With that, Hoskins started the project to “confront the difficulty of sticking with a task for an extended period of time.” The work started on a primed, stretched canvas, but quickly realized that obtaining 52 new canvases would be quite expensive and would ultimately take away from his creative focus. Hoskins then expanded “painting” to define found objects of Post-Industrial Providence; materials included cardboard, conte crayon, colored pencil, charcoal, graphite, fabric, and paper mache.
In our conversations, we talked about the curse of perfectionism. I always say that a deadline is the death of creativity, but it’s a necessary stopping point to produce finished work. Hoskins resisted going back to previous work each week and instead started anew. The project tracked peaks and valleys. In particular, weeks 10–15 and weeks 29–33 marked high points, as Hoskins honed his style and married a fluid, geometric aesthetic with mark-making and figuration to depict a journey of self-actualization. In the mark-making of weeks 29–33, he said, “I really enjoyed mixing people drawn with sanguine-colored conte crayon with expressive marks.” This note on “mixing” the marks, another reference to music, reflects the progression’s intimacy. “Pretzel” (2023) is a prime example, as it shows a self-portrait in a twisted position with marks obscuring the face that contrasts with black, blue, and hints of purple of the legs and exposed skin. Perhaps the tornado of strokes reflects the artist’s mental turmoil.

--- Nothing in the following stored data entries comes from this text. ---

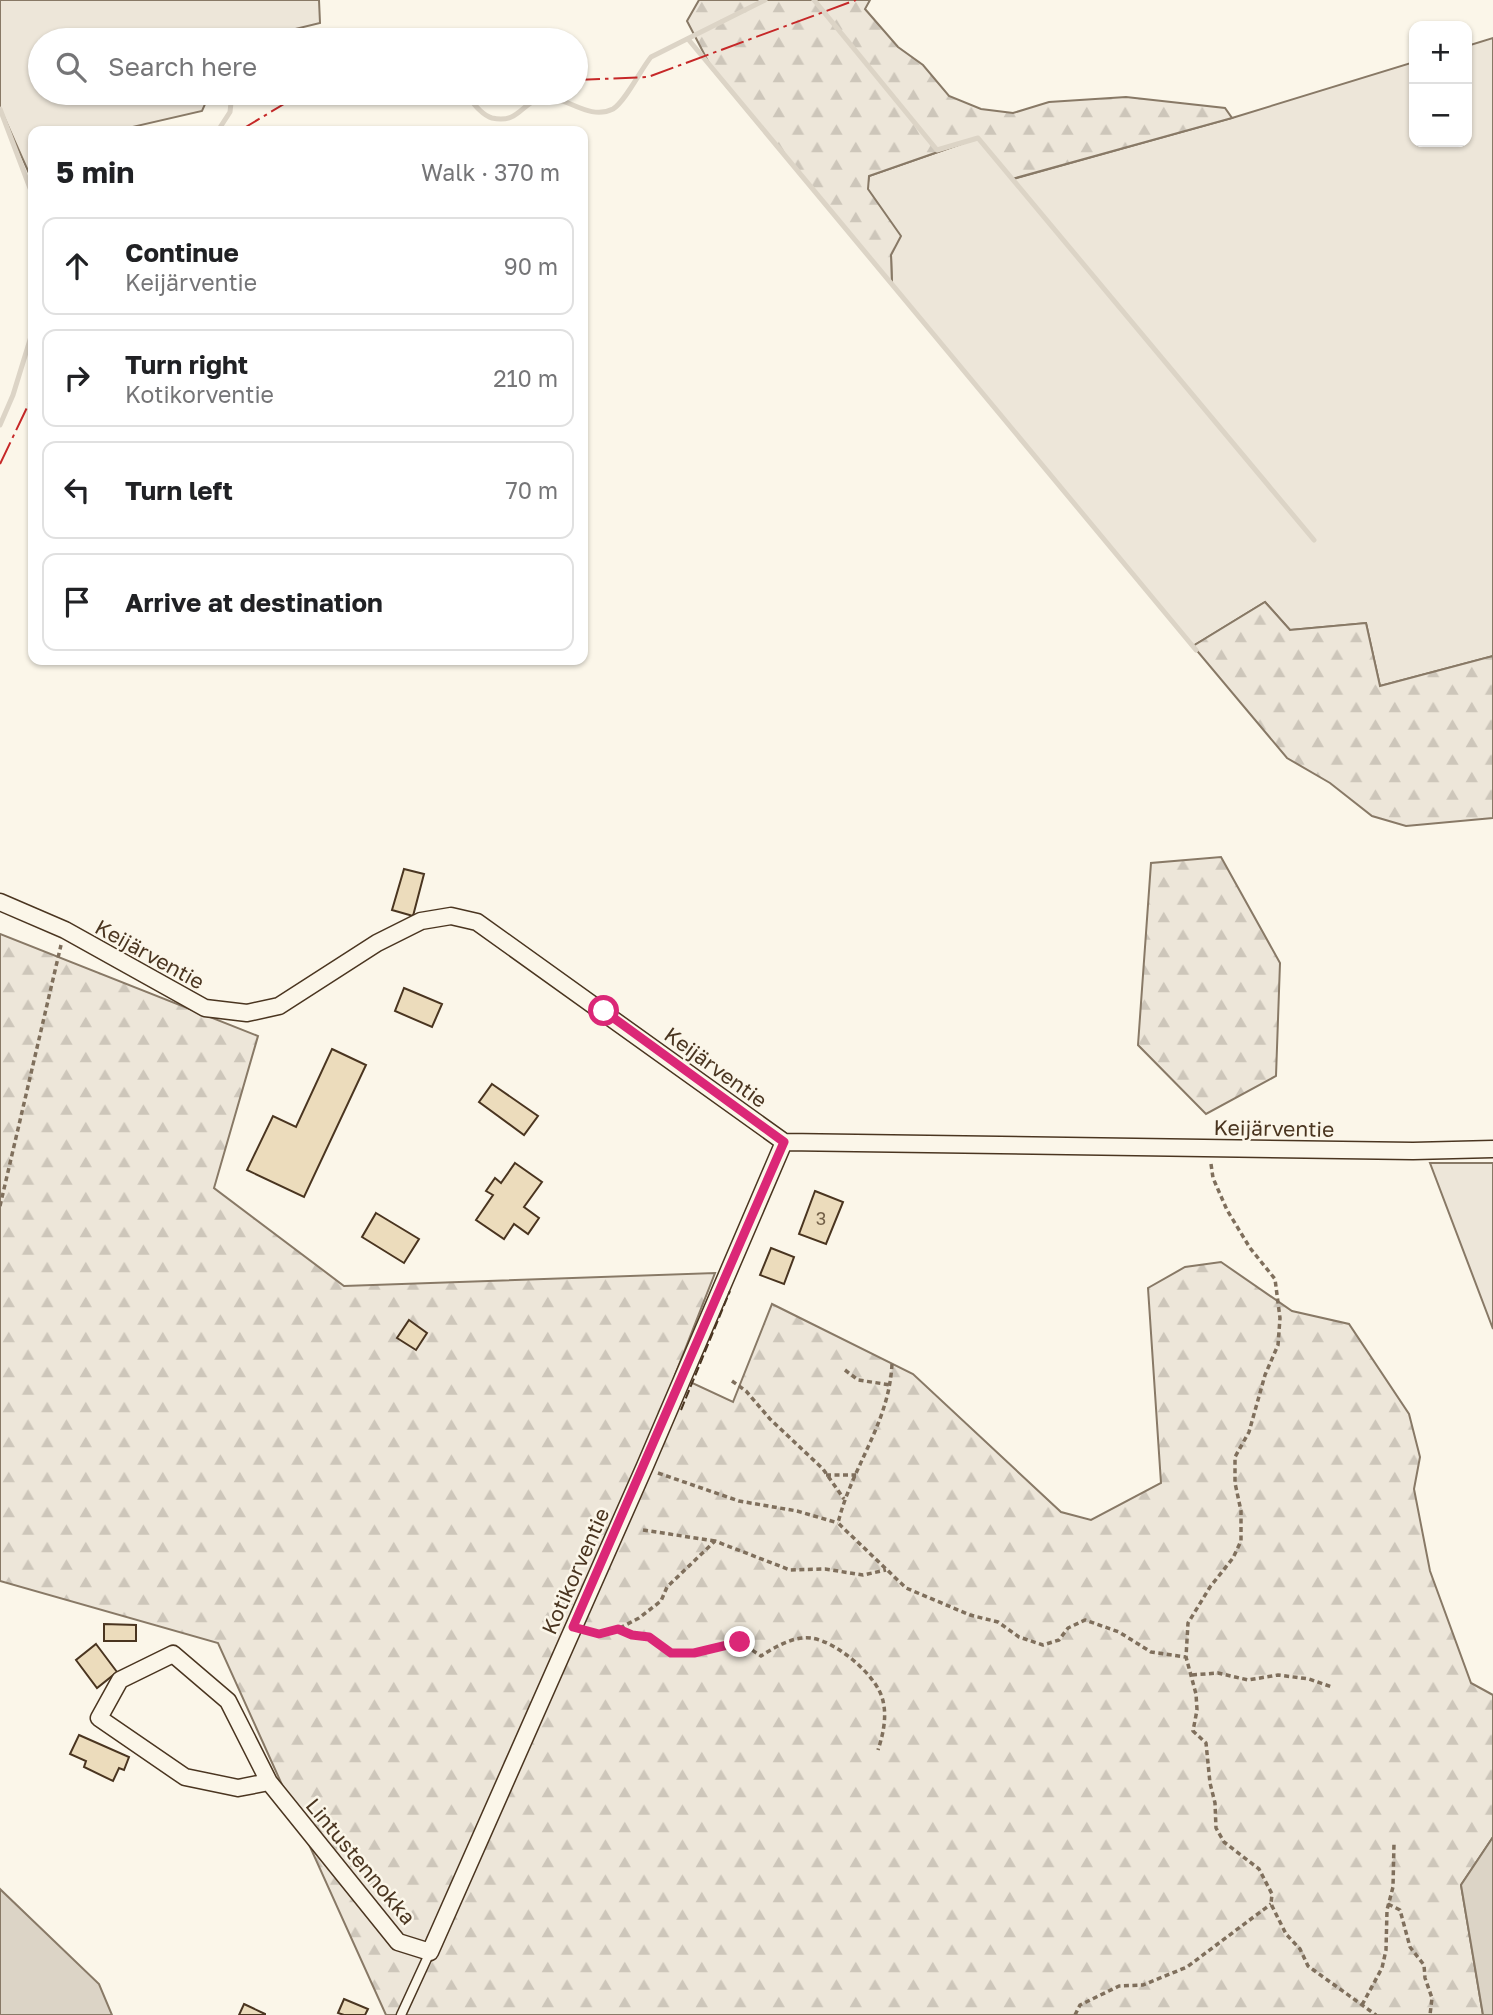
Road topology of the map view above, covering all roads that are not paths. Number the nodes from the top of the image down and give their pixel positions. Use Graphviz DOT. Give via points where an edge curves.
graph roads {
  1 [pos="0,902"];
  2 [pos="784,1142"];
  3 [pos="1493,1149"];
  4 [pos="269,1782"];
  5 [pos="430,1952"];
  6 [pos="401,2015"];
  1 -- 2 [label="street, Keijärventie" via="65,930 205,1008 247,1013 279,1006 377,943 421,922 451,916 477,922"];
  2 -- 3 [label="street, Keijärventie" via="1413,1152"];
  2 -- 5 [label="street, Kotikorventie"];
  4 -- 4 [label="street, Lintustennokka" via="228,1701 173,1654 120,1680 99,1718 185,1777 238,1788"];
  4 -- 5 [label="street, Lintustennokka" via="398,1942"];
  5 -- 6 [label="lane, Kotikorventie"];
}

The first few weeks, which began with stretched canvas and gesso, represented a “controlled state of mind — a bit more stoic, and the charcoal and graphite really express an explosion of emotion.”
As a curator, I think about how I yearn for cohesion and organization because we are trained to treat solo shows in a similar manner: a few moments of experimentation but a distinctive arc or style. But Hoskins challenged my thinking as I began imagining his work hung all together either in chronological order or by theme, lifting the veil of his 52-week challenge.
Take the work towards the end, for instance, Hoskins cited Raphael’s reverence of the figure and honoring his own voice that starts with an abstract cloud or expressive marks obscuring himself in the first stage of a progression. “I was thinking about this idea of erasure, leaving behind some dark or traumatic history and just separating oneself from that,” he said, describing his state of mind during week 33. He said the work came out of his and his mom’s despair after watching MSNBC and clouds of Canadian fires adding to the many health-related crises in recent years.
This brings me back to the synesthesia of sound. Hoskins frequently listens to the rapper Westside Gunn, who mixes samples, gritty bars, and eccentric adlibs. Hoskins’s work exposes the inner thoughts and internal metronome we all have that changes pace based on circumstance and mental condition. As he said, “Progress is not linear and we have moments of vulnerability and weakness. But ultimately, we just gotta keep going.”